◆ **The data**:
::::::

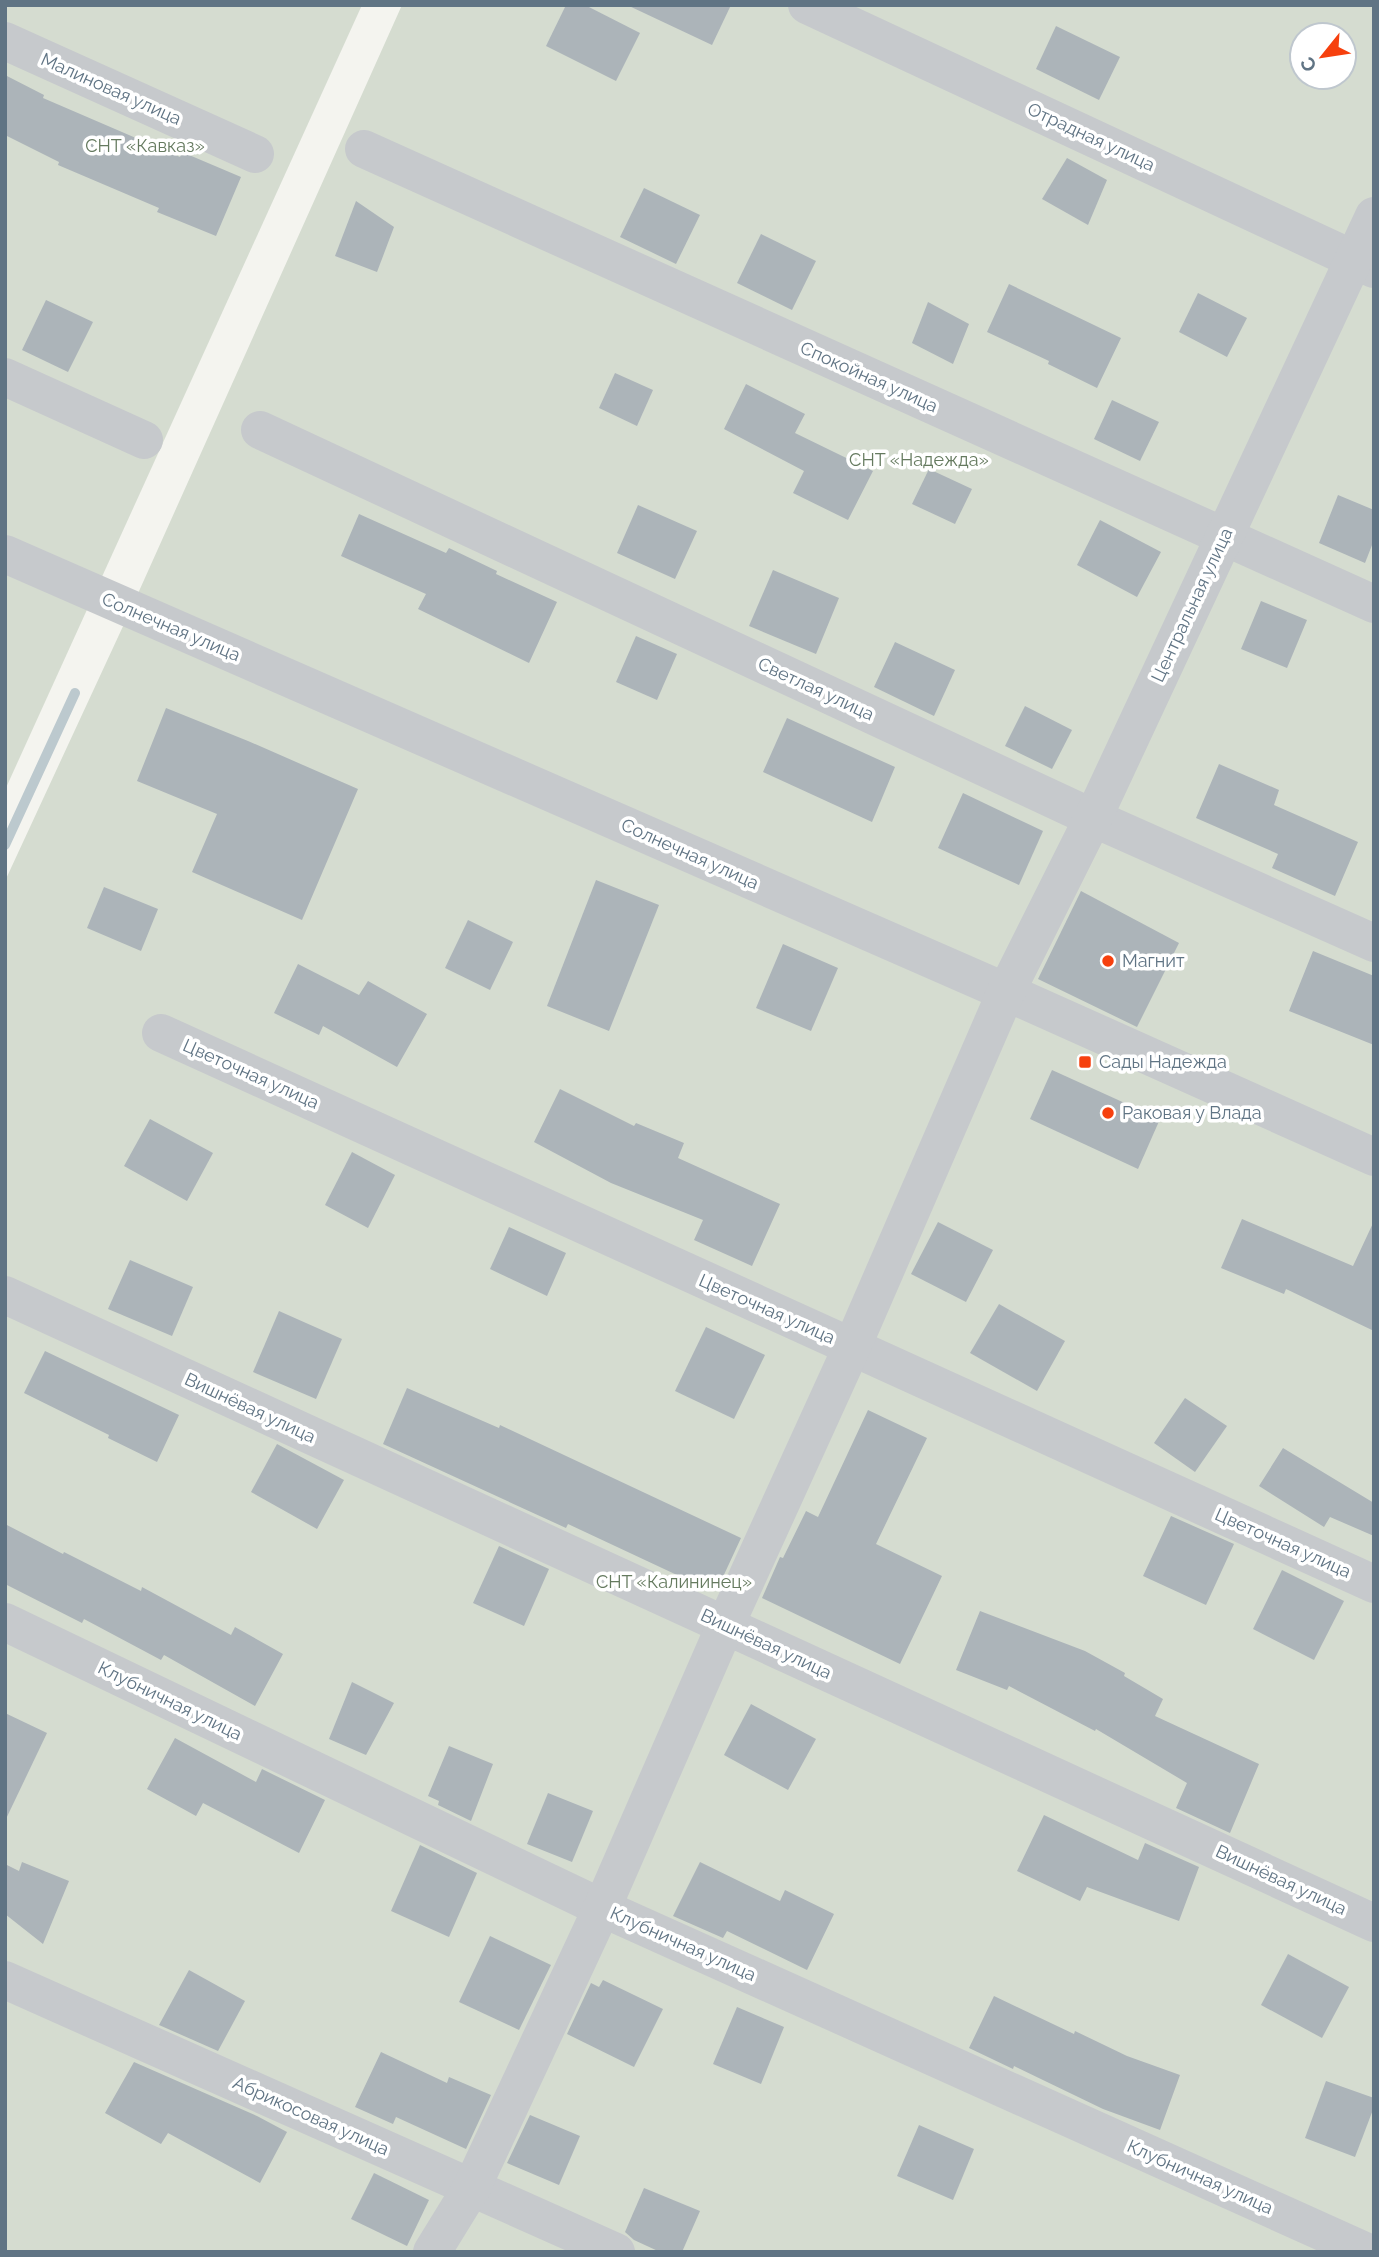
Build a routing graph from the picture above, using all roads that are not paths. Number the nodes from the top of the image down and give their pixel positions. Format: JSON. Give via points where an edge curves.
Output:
{"nodes":[{"id":1,"x":807,"y":5,"type":"edge"},
{"id":2,"x":5,"y":41,"type":"edge"},
{"id":3,"x":364,"y":149,"type":"dead end"},
{"id":4,"x":255,"y":154,"type":"dead end"},
{"id":5,"x":1374,"y":216,"type":"edge"},
{"id":6,"x":1363,"y":264,"type":"edge"},
{"id":7,"x":5,"y":377,"type":"edge"},
{"id":8,"x":260,"y":429,"type":"dead end"},
{"id":9,"x":144,"y":440,"type":"dead end"},
{"id":10,"x":1224,"y":537,"type":"junction"},
{"id":11,"x":5,"y":554,"type":"edge"},
{"id":12,"x":1374,"y":604,"type":"edge"},
{"id":13,"x":1093,"y":818,"type":"junction"},
{"id":14,"x":1374,"y":943,"type":"edge"},
{"id":15,"x":1006,"y":992,"type":"junction"},
{"id":16,"x":161,"y":1033,"type":"dead end"},
{"id":17,"x":1374,"y":1157,"type":"edge"},
{"id":18,"x":5,"y":1295,"type":"edge"},
{"id":19,"x":852,"y":1347,"type":"junction"},
{"id":20,"x":1374,"y":1584,"type":"edge"},
{"id":21,"x":5,"y":1622,"type":"edge"},
{"id":22,"x":725,"y":1626,"type":"junction"},
{"id":23,"x":602,"y":1908,"type":"junction"},
{"id":24,"x":1374,"y":1923,"type":"edge"},
{"id":25,"x":5,"y":1980,"type":"edge"},
{"id":26,"x":472,"y":2187,"type":"junction"},
{"id":27,"x":432,"y":2252,"type":"edge"},
{"id":28,"x":616,"y":2252,"type":"edge"},
{"id":29,"x":1367,"y":2252,"type":"edge"}],
"edges":[{"from":1,"to":6,"type":"street","name":"Отрадная улица"},
{"from":2,"to":4,"type":"street","name":"Малиновая улица"},
{"from":3,"to":10,"type":"street","name":"Спокойная улица"},
{"from":5,"to":6,"type":"street","name":"Центральная улица"},
{"from":6,"to":10,"type":"street","name":"Центральная улица"},
{"from":7,"to":9,"type":"street"},
{"from":8,"to":13,"type":"street","name":"Светлая улица"},
{"from":10,"to":12,"type":"street","name":"Спокойная улица"},
{"from":10,"to":13,"type":"street","name":"Центральная улица"},
{"from":11,"to":15,"type":"street","name":"Солнечная улица"},
{"from":13,"to":14,"type":"street","name":"Светлая улица"},
{"from":13,"to":15,"type":"street","name":"Центральная улица"},
{"from":15,"to":17,"type":"street","name":"Солнечная улица"},
{"from":15,"to":19,"type":"street","name":"Центральная улица"},
{"from":16,"to":19,"type":"street","name":"Цветочная улица"},
{"from":18,"to":22,"type":"street","name":"Вишнёвая улица"},
{"from":19,"to":20,"type":"street","name":"Цветочная улица"},
{"from":19,"to":22,"type":"street","name":"Центральная улица"},
{"from":21,"to":23,"type":"street","name":"Клубничная улица"},
{"from":22,"to":23,"type":"street","name":"Центральная улица"},
{"from":22,"to":24,"type":"street","name":"Вишнёвая улица"},
{"from":23,"to":26,"type":"street","name":"Центральная улица"},
{"from":23,"to":29,"type":"street","name":"Клубничная улица"},
{"from":25,"to":26,"type":"street","name":"Абрикосовая улица"},
{"from":26,"to":27,"type":"street","name":"Центральная улица"},
{"from":26,"to":28,"type":"street","name":"Абрикосовая улица"}]}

::::::

◆ **Problem to work on**: Return a copy of each line in the entries that carries the string "dead".

◆ **Solution to the problem**:
{"id":3,"x":364,"y":149,"type":"dead end"},
{"id":4,"x":255,"y":154,"type":"dead end"},
{"id":8,"x":260,"y":429,"type":"dead end"},
{"id":9,"x":144,"y":440,"type":"dead end"},
{"id":16,"x":161,"y":1033,"type":"dead end"},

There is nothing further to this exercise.